[Data for this task]:
----------

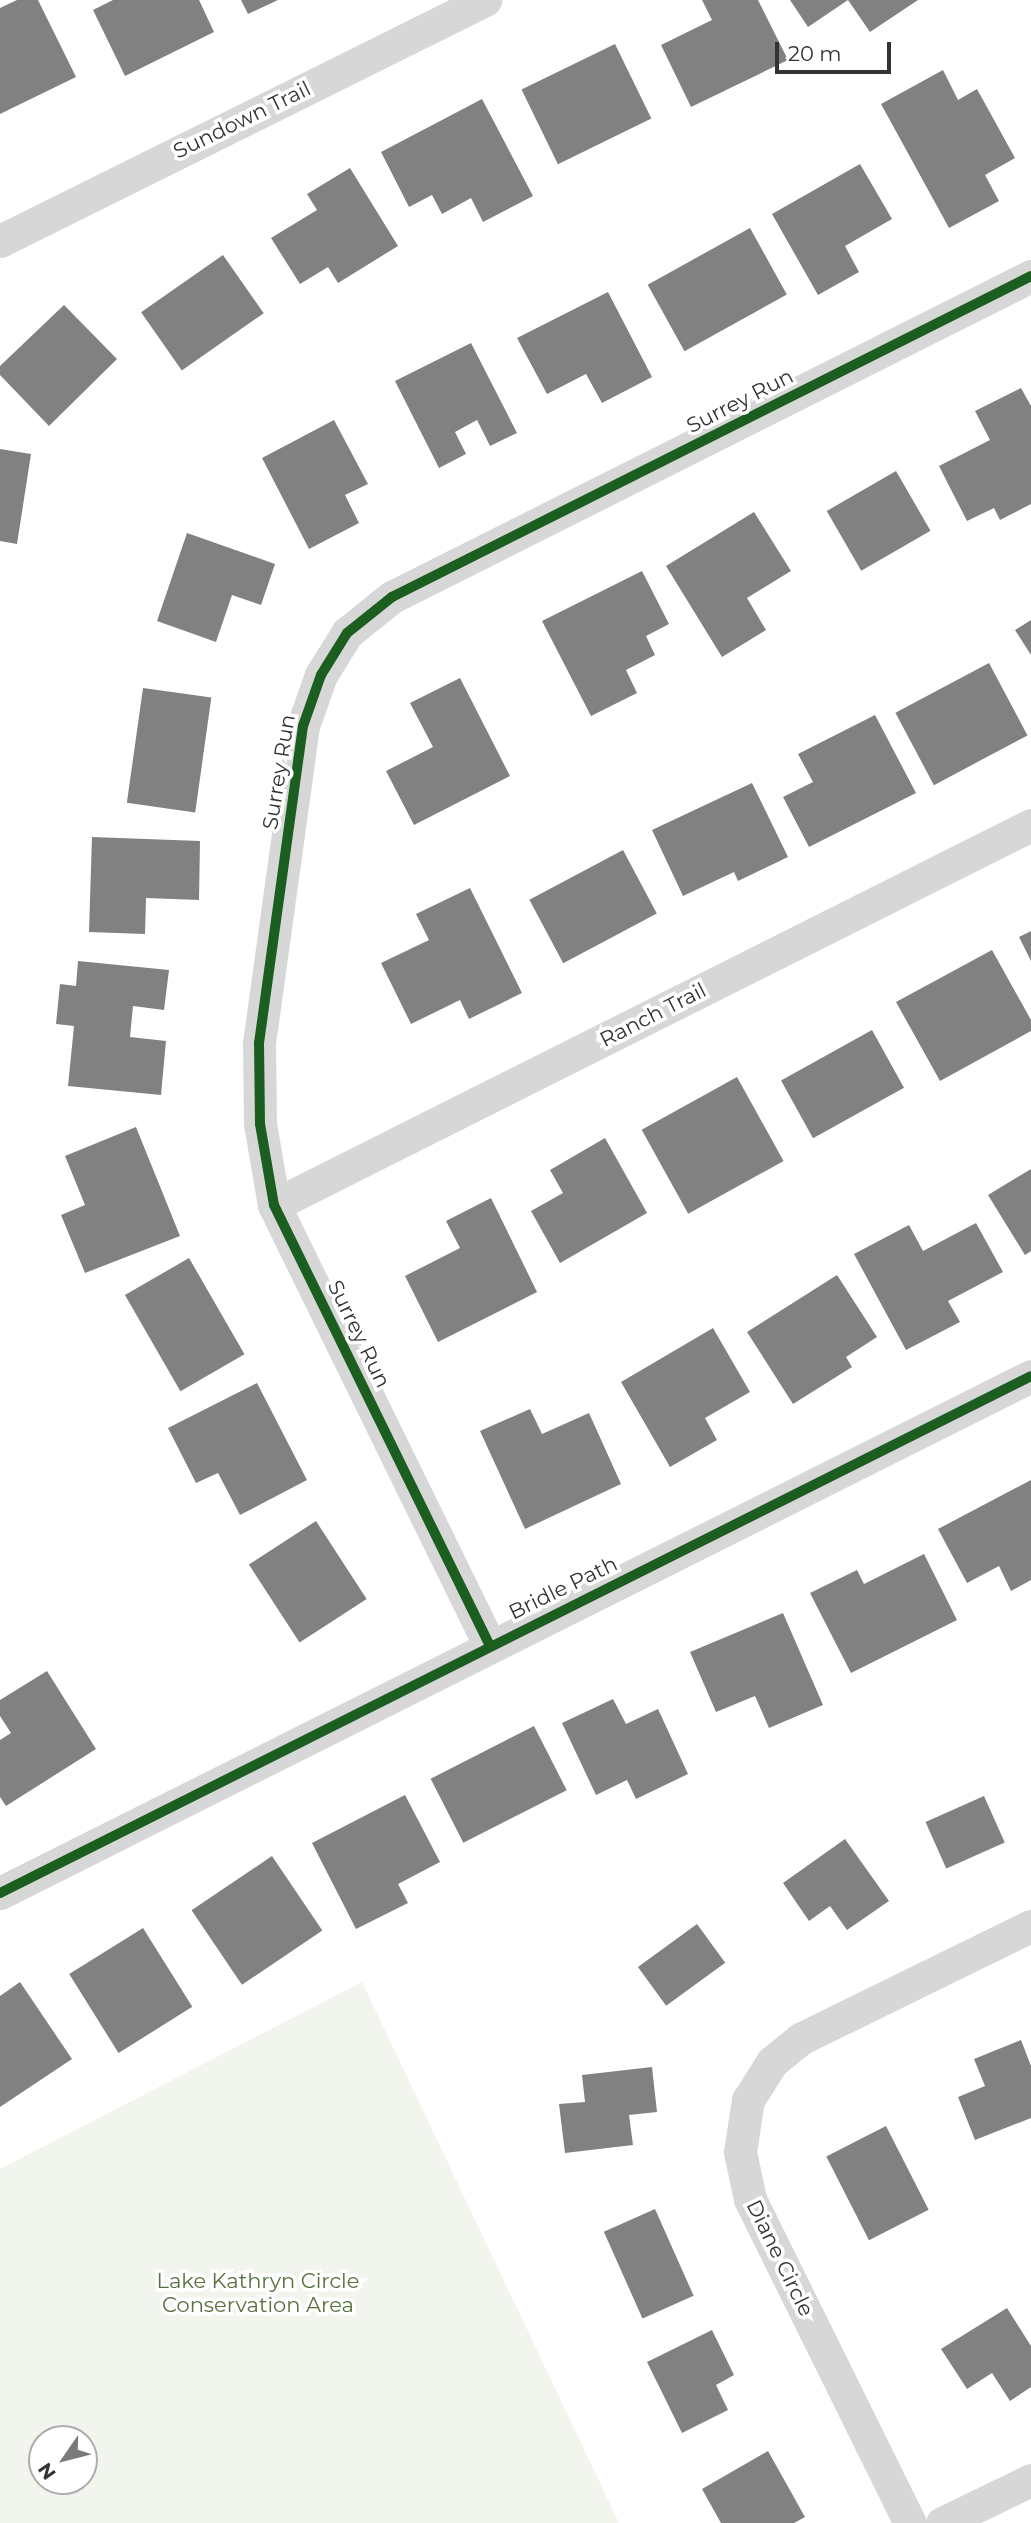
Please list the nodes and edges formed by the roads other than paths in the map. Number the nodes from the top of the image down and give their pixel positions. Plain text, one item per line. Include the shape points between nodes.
1 (485, 0) edge
2 (0, 241) edge
3 (1031, 276) edge
4 (1031, 825) edge
5 (274, 1205) junction
6 (1031, 1376) edge
7 (490, 1646) junction
8 (0, 1893) edge
9 (1031, 1926) edge
10 (1031, 2480) edge
11 (911, 2523) edge
12 (942, 2523) edge

1 - 2 street, Sundown Trail
3 - 5 street, Surrey Run via 393,597 347,633 321,675 303,726 259,1043 260,1124
4 - 5 street, Ranch Trail
5 - 7 street, Surrey Run
6 - 7 street, Bridle Path
7 - 8 street, Bridle Path
9 - 11 street, Diane Circle via 800,2039 772,2062 748,2100 740,2152 750,2199
10 - 12 street

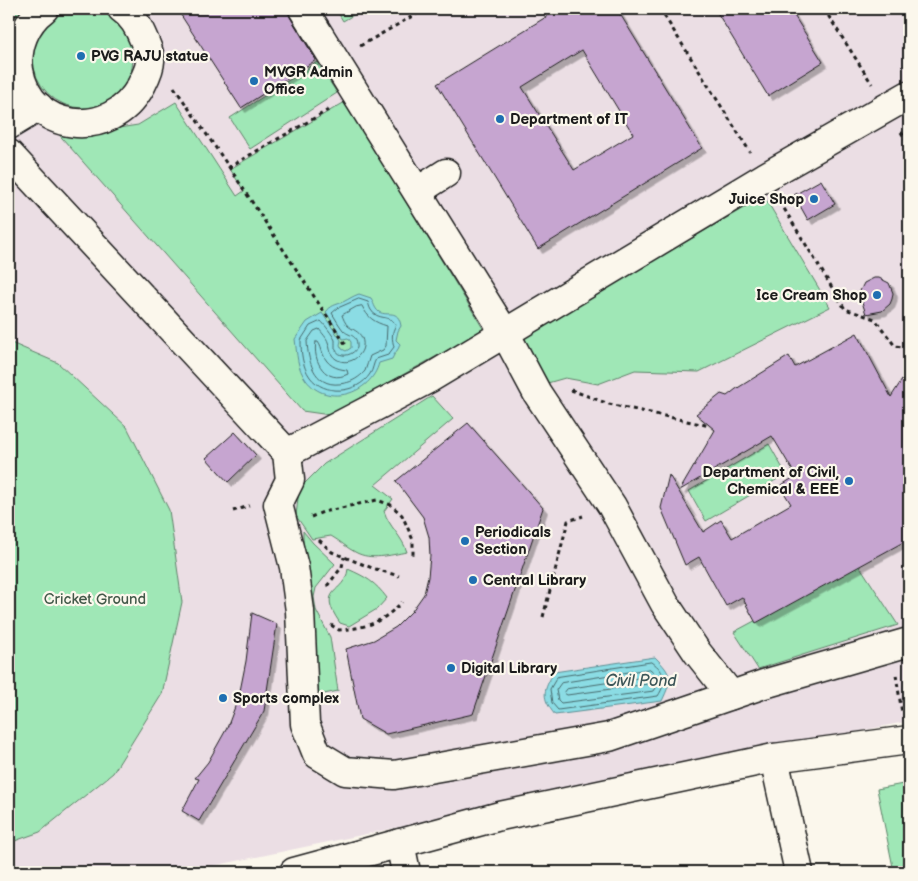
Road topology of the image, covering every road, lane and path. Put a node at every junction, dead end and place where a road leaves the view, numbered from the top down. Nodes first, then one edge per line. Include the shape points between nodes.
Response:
1 (44, 9) edge
2 (122, 9) edge
3 (303, 9) edge
4 (425, 9) edge
5 (660, 9) edge
6 (824, 9) edge
7 (335, 60) junction
8 (15, 81) edge
9 (173, 85) dead end
10 (357, 94) junction
11 (898, 101) edge
12 (39, 107) junction
13 (9, 125) edge
14 (9, 154) edge
15 (229, 167) junction
16 (446, 173) dead end
17 (765, 177) junction
18 (418, 191) junction
19 (505, 333) junction
20 (346, 345) dead end
21 (909, 348) edge
22 (537, 393) junction
23 (710, 426) dead end
24 (287, 453) junction
25 (278, 504) junction
26 (612, 506) junction
27 (313, 534) dead end
28 (344, 557) junction
29 (413, 557) dead end
30 (399, 576) dead end
31 (325, 588) dead end
32 (402, 602) dead end
33 (543, 616) dead end
34 (326, 621) dead end
35 (900, 644) edge
36 (731, 695) junction
37 (908, 747) edge
38 (774, 758) junction
39 (400, 843) junction
40 (294, 872) edge
41 (406, 872) edge
42 (799, 872) edge

1 - 8 street via 29,24 20,43
2 - 12 street via 139,27 150,61 135,98 122,111 106,120 89,124 54,118
3 - 7 street
4 - 7 path
5 - 17 path
6 - 11 path
7 - 10 street
8 - 12 street
9 - 15 path
10 - 15 path
10 - 18 street
11 - 17 street
12 - 13 street
14 - 24 street
15 - 20 path
16 - 18 street
17 - 19 street
17 - 21 path via 845,309 875,319 896,346
18 - 19 street
19 - 22 street
19 - 24 street via 430,378
22 - 23 path via 561,386 609,404
22 - 26 street
24 - 25 street via 290,480
25 - 29 path via 299,523 323,512 378,500 391,505 402,516 413,540
25 - 36 street via 294,566 300,611 305,724 317,754 345,771 394,775 609,737
26 - 33 path via 568,521
26 - 36 street via 665,604
27 - 28 path via 332,552
28 - 30 path
28 - 31 path via 342,567
32 - 34 path via 367,626 339,630
35 - 36 street
35 - 37 path
37 - 38 street
38 - 39 street via 500,816
38 - 42 street
39 - 40 street
39 - 41 street

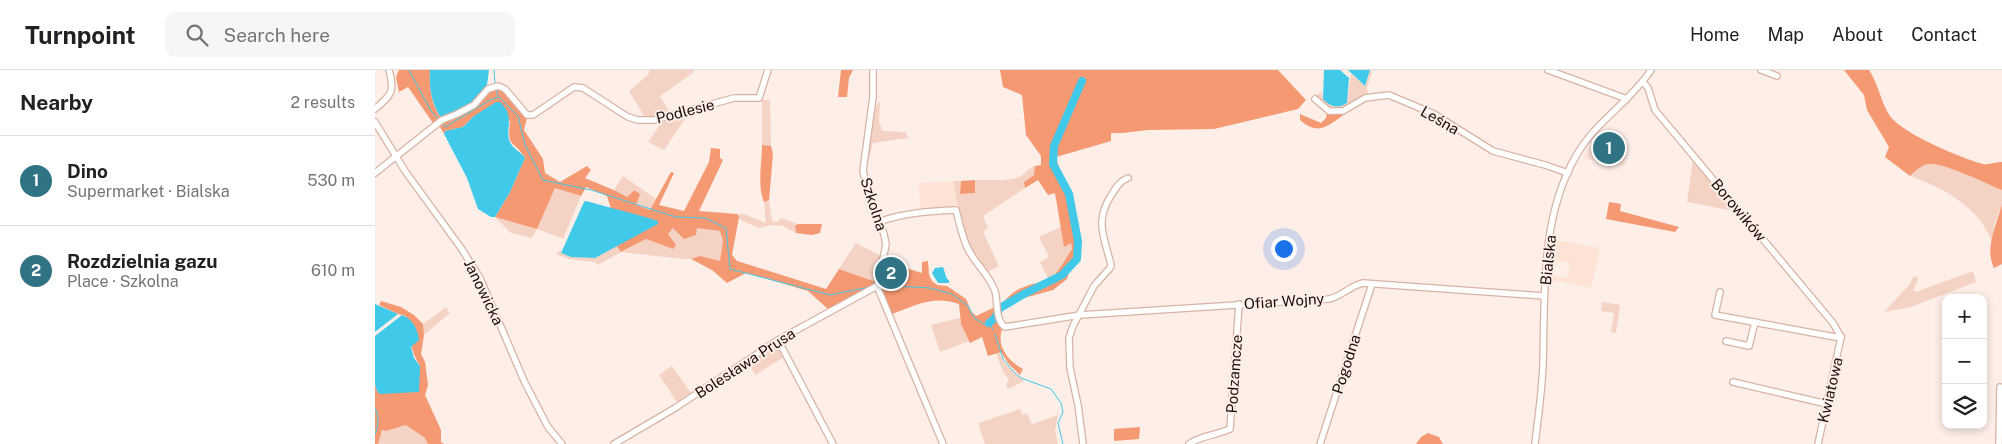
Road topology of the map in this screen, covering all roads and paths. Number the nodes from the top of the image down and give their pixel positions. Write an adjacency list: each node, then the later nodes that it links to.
1 (389, 70): 11 (street)
2 (768, 70): 13 (street, Podlesie)
3 (873, 70): 17 (street, Szkolna)
4 (1548, 70): 10 (street)
5 (1651, 70): 8 (street, Bialska)
6 (1761, 70): 7 (street)
7 (1777, 76)
8 (1643, 82): 10 (street, Bialska); 25 (street, Borowików)
9 (1315, 99): 15 (street, Leśna)
10 (1627, 99): 15 (street, Bialska)
11 (375, 109)
12 (375, 122): 13 (street, Janowicka)
13 (396, 157): 14 (street); 31 (street, Janowicka)
14 (375, 173)
15 (1567, 174): 21 (street, Bialska)
16 (1128, 178): 23 (street)
17 (878, 222): 19 (street, Szkolna); 23 (street, Ofiar Wojny)
18 (1372, 284): 21 (street, Ofiar Wojny); 22 (street, Ofiar Wojny); 37 (street, Pogodna)
19 (877, 286): 26 (street, Bolesława Prusa); 34 (street)
20 (1720, 292): 24 (street)
21 (1545, 296): 38 (street, Bialska)
22 (1239, 304): 23 (street, Ofiar Wojny); 36 (street, Podzamcze)
23 (1080, 315): 35 (street)
24 (1755, 322): 25 (street); 27 (street)
25 (1841, 337): 30 (street, Kwiatowa)
26 (778, 340): 32 (street, Bolesława Prusa); 33 (street)
27 (1726, 342)
28 (1733, 382): 30 (street)
29 (2000, 387): 40 (street)
30 (1827, 404): 39 (street, Kwiatowa)
31 (562, 444)
32 (614, 444)
33 (833, 444)
34 (943, 444)
35 (1083, 444)
36 (1189, 444)
37 (1320, 444)
38 (1535, 444)
39 (1818, 444)
40 (1999, 444)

----------

[What is required]:
Set down every record exactly as written, but drop the pictures.

[Solution to this task]:
Please list the nodes and edges formed by the roads other than paths in the map. Number the nodes from the top of the image down and give their pixel positions. Plain text, one item per line. Include the shape points between nodes.
1 (485, 0) edge
2 (0, 241) edge
3 (1031, 276) edge
4 (1031, 825) edge
5 (274, 1205) junction
6 (1031, 1376) edge
7 (490, 1646) junction
8 (0, 1893) edge
9 (1031, 1926) edge
10 (1031, 2480) edge
11 (911, 2523) edge
12 (942, 2523) edge

1 - 2 street, Sundown Trail
3 - 5 street, Surrey Run via 393,597 347,633 321,675 303,726 259,1043 260,1124
4 - 5 street, Ranch Trail
5 - 7 street, Surrey Run
6 - 7 street, Bridle Path
7 - 8 street, Bridle Path
9 - 11 street, Diane Circle via 800,2039 772,2062 748,2100 740,2152 750,2199
10 - 12 street

Road topology of the image, covering every road, lane and path. Put a node at every junction, dead end and place where a road leaves the view, numbered from the top down. Nodes first, then one edge per line. Include the shape points between nodes.
Response:
1 (44, 9) edge
2 (122, 9) edge
3 (303, 9) edge
4 (425, 9) edge
5 (660, 9) edge
6 (824, 9) edge
7 (335, 60) junction
8 (15, 81) edge
9 (173, 85) dead end
10 (357, 94) junction
11 (898, 101) edge
12 (39, 107) junction
13 (9, 125) edge
14 (9, 154) edge
15 (229, 167) junction
16 (446, 173) dead end
17 (765, 177) junction
18 (418, 191) junction
19 (505, 333) junction
20 (346, 345) dead end
21 (909, 348) edge
22 (537, 393) junction
23 (710, 426) dead end
24 (287, 453) junction
25 (278, 504) junction
26 (612, 506) junction
27 (313, 534) dead end
28 (344, 557) junction
29 (413, 557) dead end
30 (399, 576) dead end
31 (325, 588) dead end
32 (402, 602) dead end
33 (543, 616) dead end
34 (326, 621) dead end
35 (900, 644) edge
36 (731, 695) junction
37 (908, 747) edge
38 (774, 758) junction
39 (400, 843) junction
40 (294, 872) edge
41 (406, 872) edge
42 (799, 872) edge

1 - 8 street via 29,24 20,43
2 - 12 street via 139,27 150,61 135,98 122,111 106,120 89,124 54,118
3 - 7 street
4 - 7 path
5 - 17 path
6 - 11 path
7 - 10 street
8 - 12 street
9 - 15 path
10 - 15 path
10 - 18 street
11 - 17 street
12 - 13 street
14 - 24 street
15 - 20 path
16 - 18 street
17 - 19 street
17 - 21 path via 845,309 875,319 896,346
18 - 19 street
19 - 22 street
19 - 24 street via 430,378
22 - 23 path via 561,386 609,404
22 - 26 street
24 - 25 street via 290,480
25 - 29 path via 299,523 323,512 378,500 391,505 402,516 413,540
25 - 36 street via 294,566 300,611 305,724 317,754 345,771 394,775 609,737
26 - 33 path via 568,521
26 - 36 street via 665,604
27 - 28 path via 332,552
28 - 30 path
28 - 31 path via 342,567
32 - 34 path via 367,626 339,630
35 - 36 street
35 - 37 path
37 - 38 street
38 - 39 street via 500,816
38 - 42 street
39 - 40 street
39 - 41 street

Road topology of the map in this screen, covering all roads and paths. Number the nodes from the top of the image down and give their pixel positions. Write an adjacency list: each node, then the later nodes that it links to.
1 (389, 70): 11 (street)
2 (768, 70): 13 (street, Podlesie)
3 (873, 70): 17 (street, Szkolna)
4 (1548, 70): 10 (street)
5 (1651, 70): 8 (street, Bialska)
6 (1761, 70): 7 (street)
7 (1777, 76)
8 (1643, 82): 10 (street, Bialska); 25 (street, Borowików)
9 (1315, 99): 15 (street, Leśna)
10 (1627, 99): 15 (street, Bialska)
11 (375, 109)
12 (375, 122): 13 (street, Janowicka)
13 (396, 157): 14 (street); 31 (street, Janowicka)
14 (375, 173)
15 (1567, 174): 21 (street, Bialska)
16 (1128, 178): 23 (street)
17 (878, 222): 19 (street, Szkolna); 23 (street, Ofiar Wojny)
18 (1372, 284): 21 (street, Ofiar Wojny); 22 (street, Ofiar Wojny); 37 (street, Pogodna)
19 (877, 286): 26 (street, Bolesława Prusa); 34 (street)
20 (1720, 292): 24 (street)
21 (1545, 296): 38 (street, Bialska)
22 (1239, 304): 23 (street, Ofiar Wojny); 36 (street, Podzamcze)
23 (1080, 315): 35 (street)
24 (1755, 322): 25 (street); 27 (street)
25 (1841, 337): 30 (street, Kwiatowa)
26 (778, 340): 32 (street, Bolesława Prusa); 33 (street)
27 (1726, 342)
28 (1733, 382): 30 (street)
29 (2000, 387): 40 (street)
30 (1827, 404): 39 (street, Kwiatowa)
31 (562, 444)
32 (614, 444)
33 (833, 444)
34 (943, 444)
35 (1083, 444)
36 (1189, 444)
37 (1320, 444)
38 (1535, 444)
39 (1818, 444)
40 (1999, 444)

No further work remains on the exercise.